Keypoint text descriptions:
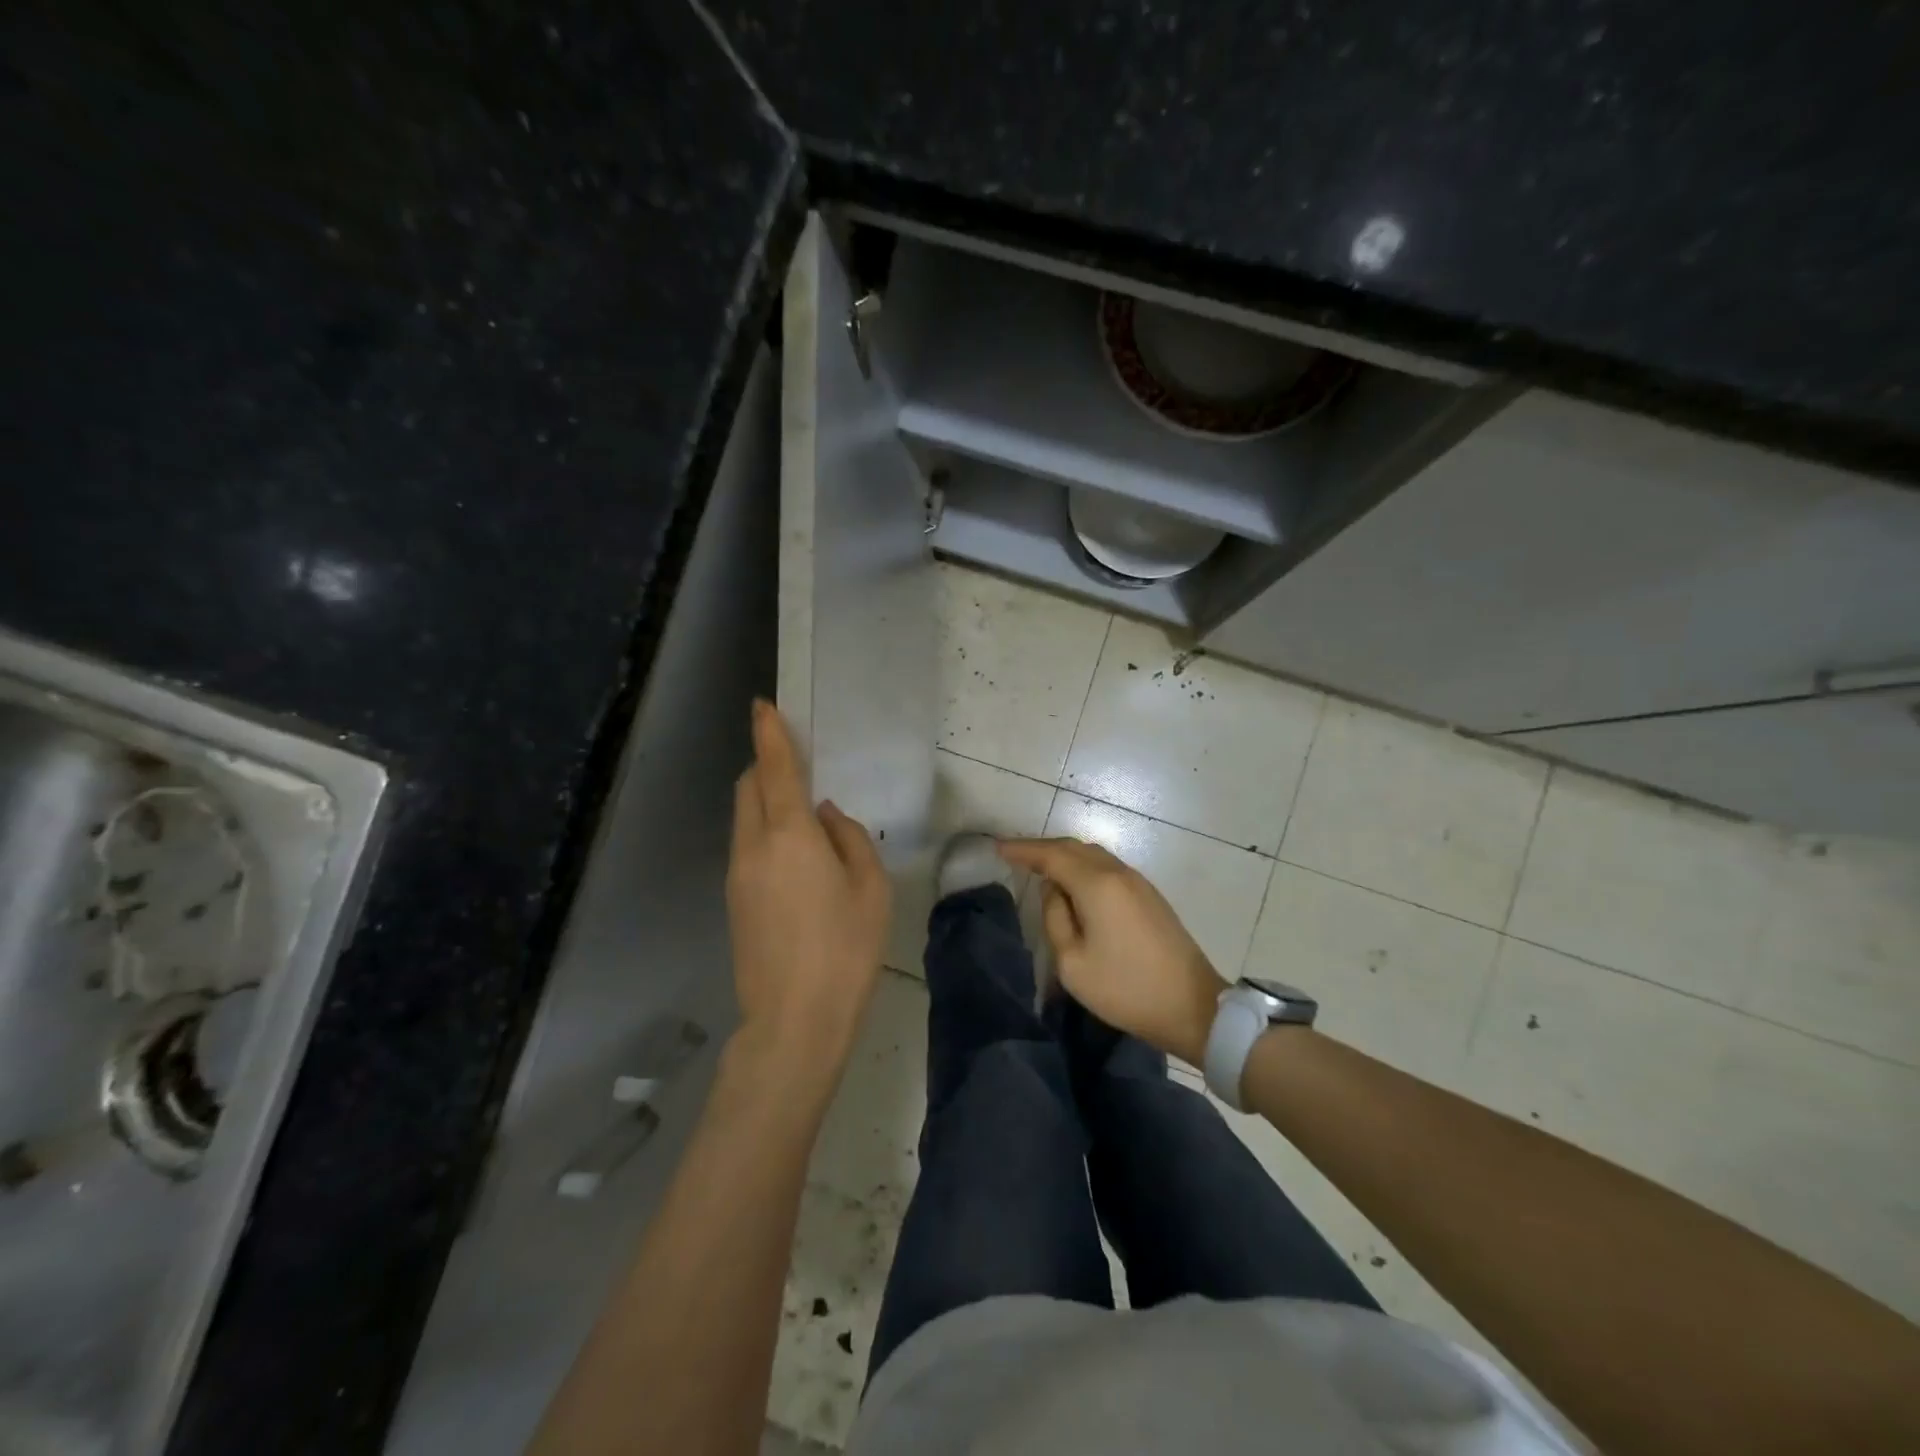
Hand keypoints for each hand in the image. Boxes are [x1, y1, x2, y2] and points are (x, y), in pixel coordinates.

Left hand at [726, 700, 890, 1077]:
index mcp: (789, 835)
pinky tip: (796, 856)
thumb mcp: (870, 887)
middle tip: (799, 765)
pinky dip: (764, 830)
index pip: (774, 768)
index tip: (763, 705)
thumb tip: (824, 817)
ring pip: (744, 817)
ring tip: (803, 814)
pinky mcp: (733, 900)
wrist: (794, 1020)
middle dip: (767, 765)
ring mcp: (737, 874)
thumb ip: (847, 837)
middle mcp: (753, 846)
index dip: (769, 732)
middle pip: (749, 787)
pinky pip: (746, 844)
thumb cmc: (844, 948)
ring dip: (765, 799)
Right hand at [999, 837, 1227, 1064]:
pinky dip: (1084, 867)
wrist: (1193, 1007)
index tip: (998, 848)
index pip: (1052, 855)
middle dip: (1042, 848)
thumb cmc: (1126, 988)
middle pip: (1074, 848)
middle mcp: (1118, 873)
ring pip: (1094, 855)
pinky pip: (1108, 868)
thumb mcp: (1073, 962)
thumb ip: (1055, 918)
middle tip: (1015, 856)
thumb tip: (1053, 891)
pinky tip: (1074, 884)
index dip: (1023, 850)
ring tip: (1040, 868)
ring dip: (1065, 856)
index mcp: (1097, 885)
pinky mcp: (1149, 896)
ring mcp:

Task brief - Your copy should hold all the data word for word. It should hold no pictures.

Exercise answer -
Hand keypoints for each hand in the image. Boxes are [x1, y1, x2, y2] and points are (x, y), in pixel coordinates.

Left hand at [726, 700, 890, 1077]:
index mcp: (789, 835)
pinky tip: (796, 856)
thumb mcp: (870, 887)
middle tip: (799, 765)
pinky dip: (764, 830)
index pip: (774, 768)
index tip: (763, 705)
thumb tip: (824, 817)
ring pip: (744, 817)
ring tip: (803, 814)
pinky mcp: (733, 900)
wrist: (794, 1020)
middle dip: (767, 765)
ring mcp: (737, 874)
thumb ip: (847, 837)
middle mcp: (753, 846)
index dip: (769, 732)
middle pip: (749, 787)
pinky pip: (746, 844)
thumb cmc: (844, 948)
ring dip: (765, 799)
Right hand at [999, 837, 1227, 1064]:
pinky dip: (1084, 867)
wrist: (1193, 1007)
index tip: (998, 848)
index pip: (1052, 855)
middle dip: (1042, 848)
thumb cmc: (1126, 988)
middle pip: (1074, 848)
middle mcp: (1118, 873)
ring pip: (1094, 855)
pinky pip: (1108, 868)
thumb mcp: (1073, 962)
thumb ip: (1055, 918)
middle tip: (1015, 856)
thumb tip: (1053, 891)
pinky tip: (1074, 884)
index dip: (1023, 850)
ring tip: (1040, 868)
ring dip: (1065, 856)
index mcp: (1097, 885)
pinky mcp: (1149, 896)
ring mcp:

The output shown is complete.